The dynamic boundary conditions at the calving front of ice shelves indicates the balance of the extensional stress of ice shelves with ocean hydrostatic pressure. It can written with respect to the anisotropic viscosity components ($\mu_h$, $\mu_v$) as

$$\begin{array}{l}
\displaystyle 2\left({\mu_h}\frac{\partial u}{\partial x} + {\mu_v} \left[ \frac{\partial u}{\partial x} + \frac{\partial v}{\partial y} \right] \right) n_x 
	+ \mu \left( \frac{\partial u}{\partial y} + \frac{\partial v}{\partial x} \right) n_y 
 	= \frac{1}{2}\rho g h\left(1 - \frac{\rho}{\rho_w} \right)  n_x  \cr
\displaystyle  \mu \left( \frac{\partial u}{\partial y} + \frac{\partial v}{\partial x} \right) n_x  
	+ 2 \left({\mu_h} \frac{\partial v}{\partial y} + {\mu_v} \left[\frac{\partial u}{\partial x} + \frac{\partial v}{\partial y} \right] \right) n_y 
 	= \frac{1}{2}\rho g h\left(1 - \frac{\rho}{\rho_w} \right)  n_y
\end{array} \quad \text{at} \  (x, y) \in {\partial \Omega_c} $$

where $\partial \Omega_c$ indicates the position of ice-shelf calving front, and $(n_x, n_y)$ is the unit normal 
vector towards outwards to the calving front.

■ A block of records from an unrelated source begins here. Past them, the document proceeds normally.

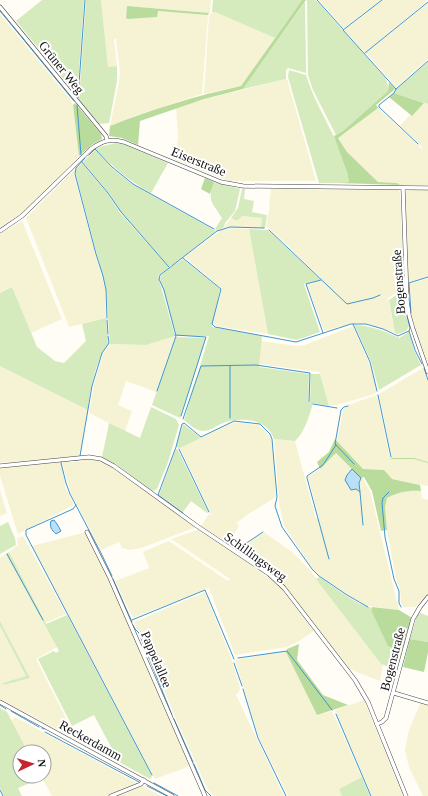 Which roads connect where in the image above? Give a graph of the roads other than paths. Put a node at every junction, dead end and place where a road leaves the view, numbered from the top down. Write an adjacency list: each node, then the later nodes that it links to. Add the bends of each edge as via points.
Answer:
1 (0, 7): 2 (street, Grüner Weg)
2 (107, 140): 3 (street, Eiserstraße, via 124,142 234,185); 5 (street, via 91,149 22,216)
3 (404, 188): 4 (street, Eiserstraße); 6 (street, Bogenstraße, via 407,300 409,315)
4 (428, 188)
5 (0, 231)
6 (428, 370)
7 (0, 466): 13 (street, Schillingsweg, via 89,457 101,459 114,466 276,580 355,680)
8 (87, 532): 17 (street, Pappelallee, via 110,578)
9 (428, 597): 10 (street, Bogenstraße, via 413,619)
10 (394, 693): 12 (street); 13 (street, Bogenstraße, via 386,718)
11 (0, 702): 14 (street, Reckerdamm)
12 (428, 703)
13 (377, 724): 18 (street, Schillingsweg)
14 (144, 780): 15 (street, via 141,784); 16 (street, Reckerdamm)
15 (111, 796)
16 (172, 796)
17 (205, 796)
18 (406, 796) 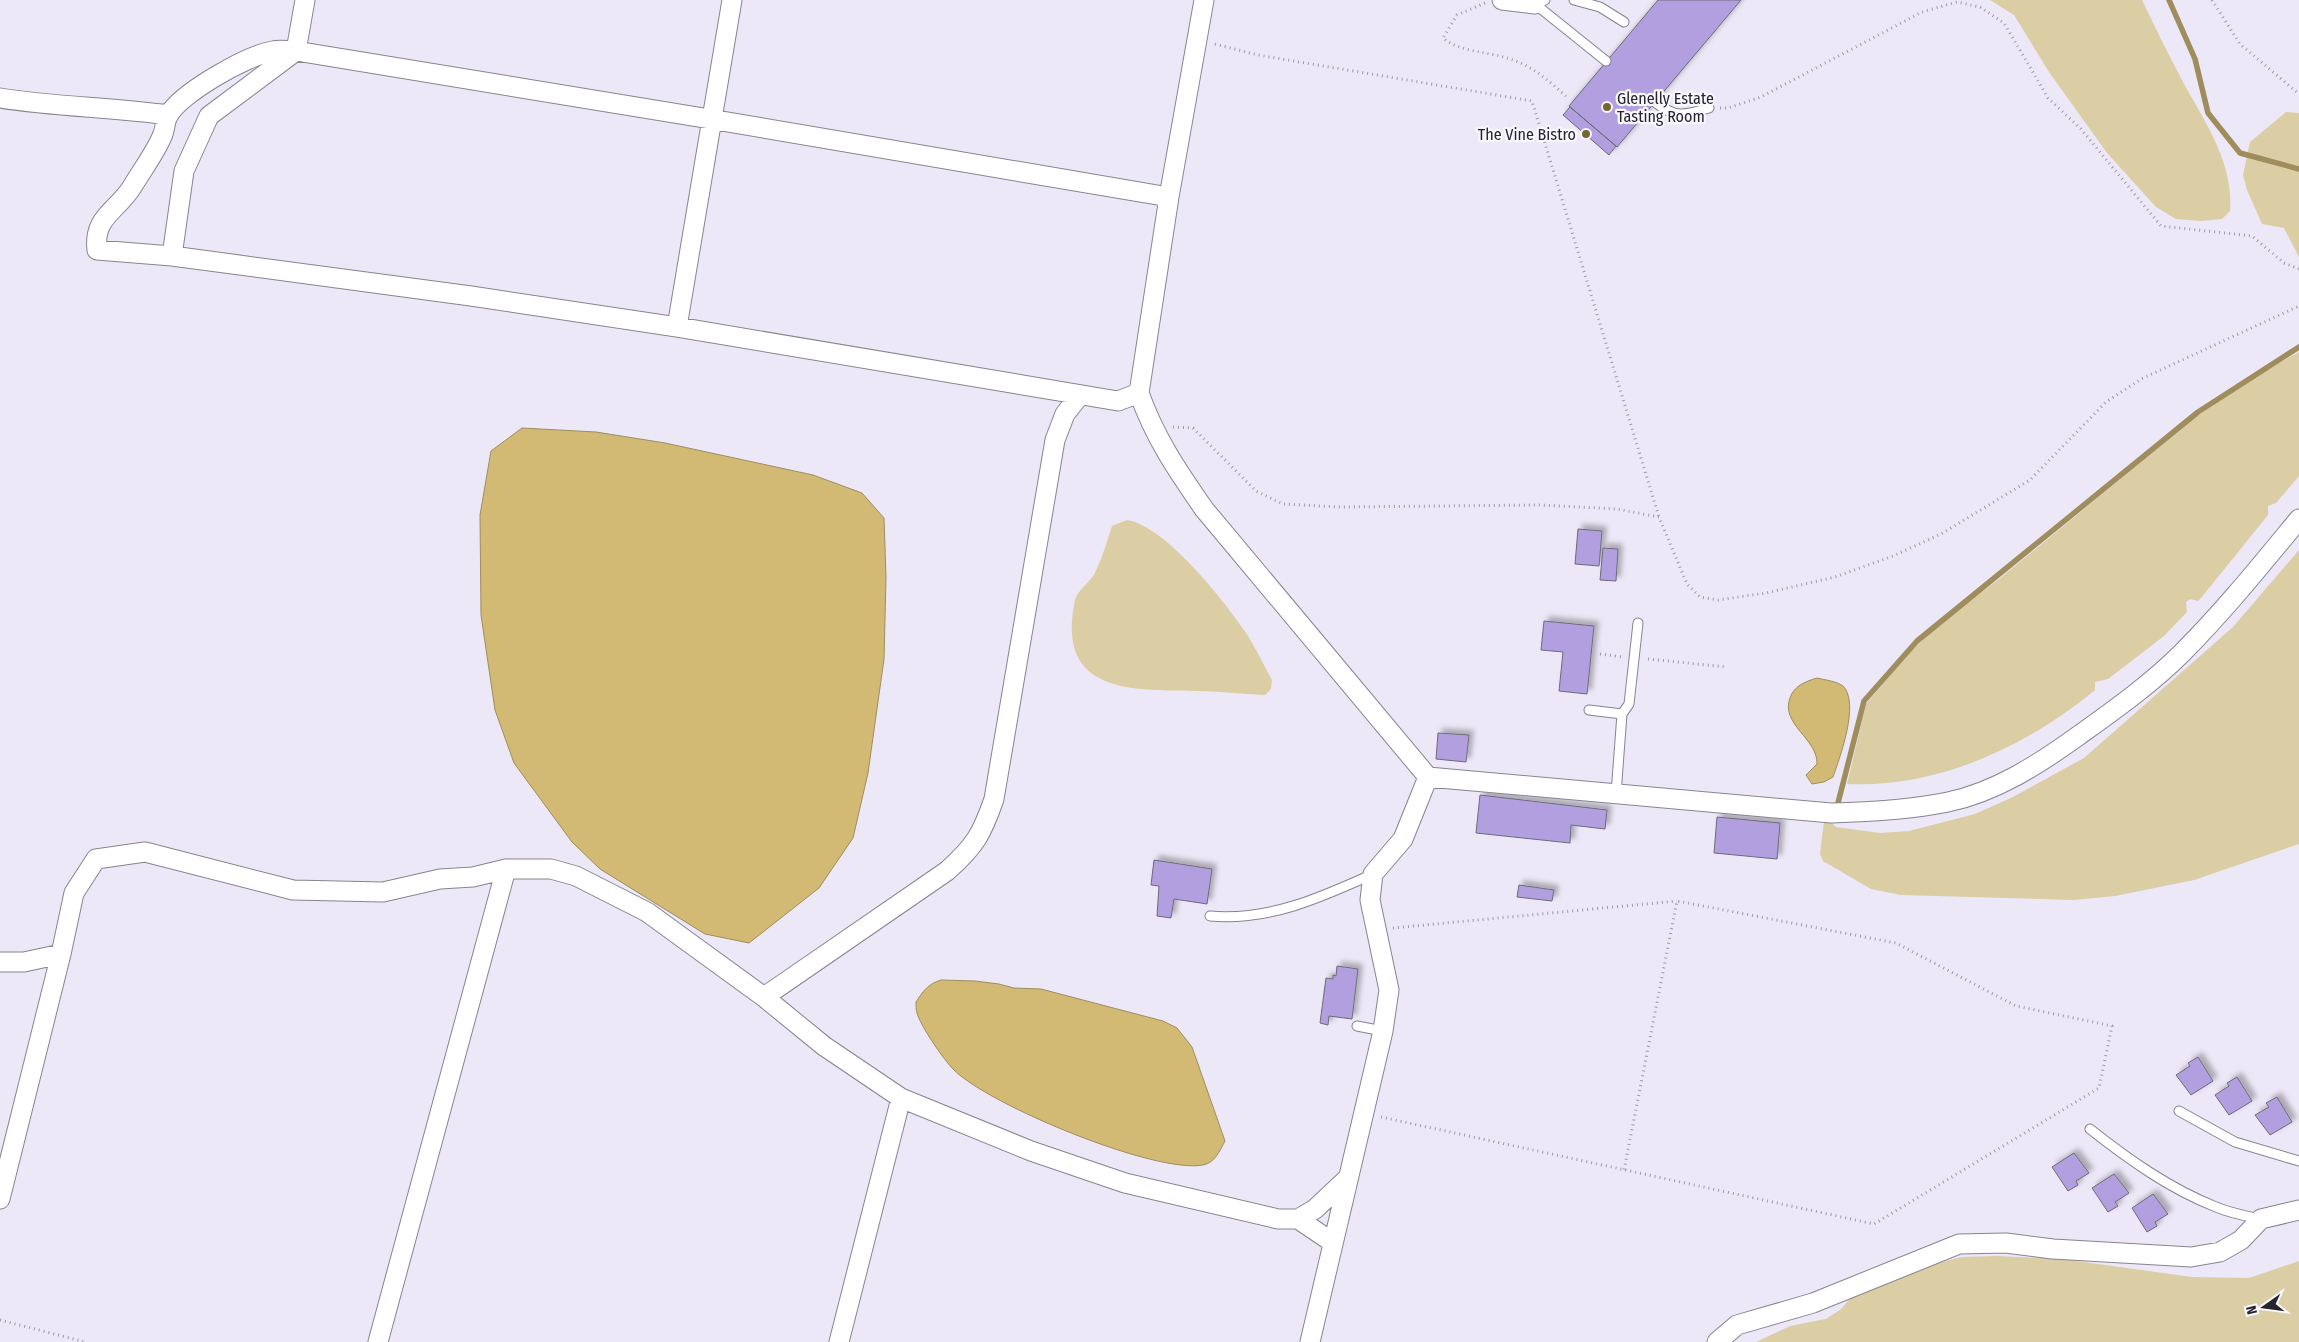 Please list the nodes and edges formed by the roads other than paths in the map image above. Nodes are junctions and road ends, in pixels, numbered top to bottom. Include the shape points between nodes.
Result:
1 (305, 0) edge
2 (732, 0) edge
3 (1204, 0) edge
4 (1574, 0) edge
5 (1493, 2) edge
6 (1540, 2) edge
7 (1624, 22) dead end
8 (296, 52) junction
9 (1606, 61) dead end
10 (0, 98) edge
11 (1655, 102) dead end
12 (1709, 108) road end
13 (168, 115) junction
14 (710, 119) junction
15 (1169, 197) junction
16 (172, 256) junction
17 (676, 327) junction
18 (1139, 393) junction
19 (1080, 395) junction
20 (2299, 519) edge
21 (1638, 623) dead end
22 (1589, 710) dead end
23 (1622, 714) junction
24 (1428, 777) junction
25 (1616, 794) junction
26 (506, 869) junction
27 (1373, 874) junction
28 (1210, 916) dead end
29 (61, 954) junction
30 (0, 962) edge
31 (764, 998) junction
32 (1356, 1026) dead end
33 (1383, 1031) junction
34 (901, 1098) junction
35 (2179, 1111) dead end
36 (2090, 1129) dead end
37 (2299, 1162) edge
38 (1348, 1178) junction
39 (0, 1198) edge
40 (2299, 1210) edge
41 (1298, 1219) junction
42 (2261, 1220) junction
43 (1332, 1242) junction
44 (378, 1342) edge
45 (839, 1342) edge
46 (1310, 1342) edge
47 (1718, 1342) edge

1 - 8 street
2 - 14 street
3 - 15 street
4 - 7 lane via 1600,7
5 - 6 street
6 - 9 lane
8 - 13 street via 274,50 248,59 198,89
8 - 14 street
8 - 16 street via 209,116 184,171
10 - 13 street
11 - 12 lane via 1665,110 1683,116
13 - 16 street via 162,135 130,189 95,236 97,250
14 - 15 street
14 - 17 street
15 - 18 street
16 - 17 street
17 - 19 street
18 - 19 street via 1118,401
18 - 24 street via 1150,425 1204,509
19 - 31 street via 1065,414 1055,440 994,799 984,828 972,848 947,871
20 - 25 street via 2240,592 2180,654 2122,705 2050,756 2004,782 1949,802 1888,811 1831,813
21 - 23 lane via 1629,704
22 - 23 lane
23 - 25 lane
24 - 25 street
24 - 27 street via 1403,839
26 - 29 street via 383,892 293,890 145,852 96,859 74,893
26 - 31 street via 552,869 576,876 647,912
26 - 44 street
27 - 28 lane via 1275,912 1235,918
27 - 33 street via 1370,900 1389,990
29 - 30 street via 24,962
29 - 39 street
31 - 34 street via 824,1046
32 - 33 lane
33 - 38 street
34 - 41 street via 1031,1151 1125,1183 1278,1219
34 - 45 street
35 - 37 lane via 2235,1142
36 - 42 lane via 2129,1159 2216,1208
38 - 41 street via 1316,1209
38 - 43 street
40 - 42 street
41 - 43 street
42 - 47 street via 2241,1240 2220,1252 2191,1256 2054,1249 2006,1243 1959,1244 1813,1303 1737,1325
43 - 46 street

## Loss functions for PINNs

It is important to note that the above governing equation and boundary conditions remain insufficient to guarantee 
the unique inversion of the two viscosity components ($\mu_h$, $\mu_v$). A **regularization condition** is, thus, required 
to ensure the uniqueness for inferring the anisotropic viscosity components ($\mu_h$, $\mu_v$). The regularization
condition we add is that we prefer the solutions of $\mu_h$ and $\mu_v$ are close to each other unless their 
closeness violates the SSA equations given the data of ice-shelf velocity and thickness. Practically, we can add an 
regularization term, which measures the mean squared error between the network prediction of $\mu_h$ and $\mu_v$ in 
the loss function of the PINN training, namely

$$\mathcal{L_{reg}} = \frac{\gamma_g}{N_c} {\sum^{N_c}_{i=1}} [\mu_h({\bf x_i}) - \mu_v({\bf x_i})]^2  $$

where ${\bf x_i}=(x_i, y_i)$ are the collocation points used to evaluate the value of $\mu_h$ and $\mu_v$ within the 
domain and $N_c$ is the total number of collocation points. Here, $\gamma_g$ is the hyper-parameter that represents 
the weight of the regularization loss in the loss function. Then, the total loss function for inferring anisotropic 
viscosity can be written as

$$ \begin{equation}
    \mathcal{L} = \mathcal{L_d} + \mathcal{L_e} (\gamma_e, \gamma_b) + \mathcal{L}_{reg}(\gamma_g)
\end{equation} $$

where $\mathcal{L_d}$ and $\mathcal{L_e}$ are the data loss and equation loss, respectively, which have the same expression
as for inferring [isotropic viscosity](https://github.com/YaoGroup/DIFFICE_jax/blob/main/docs/source/Isotropic.md). $\gamma_e$ 
and $\gamma_b$ are the weighting pre-factors for the equation and boundary condition loss. Here, we note that the weight 
$\gamma_g$ for the regularization loss should be set to be much smaller than the weight $\gamma_e$ and $\gamma_b$. Otherwise, 
the contribution of the regularization loss overwhelms that of the equation loss in the loss function, causing PINNs to first
satisfy the regularization loss, rather than minimize the equation loss. This will gives the result of $\mu_h = \mu_v$, which 
is equavilent to inferring isotropic viscosity.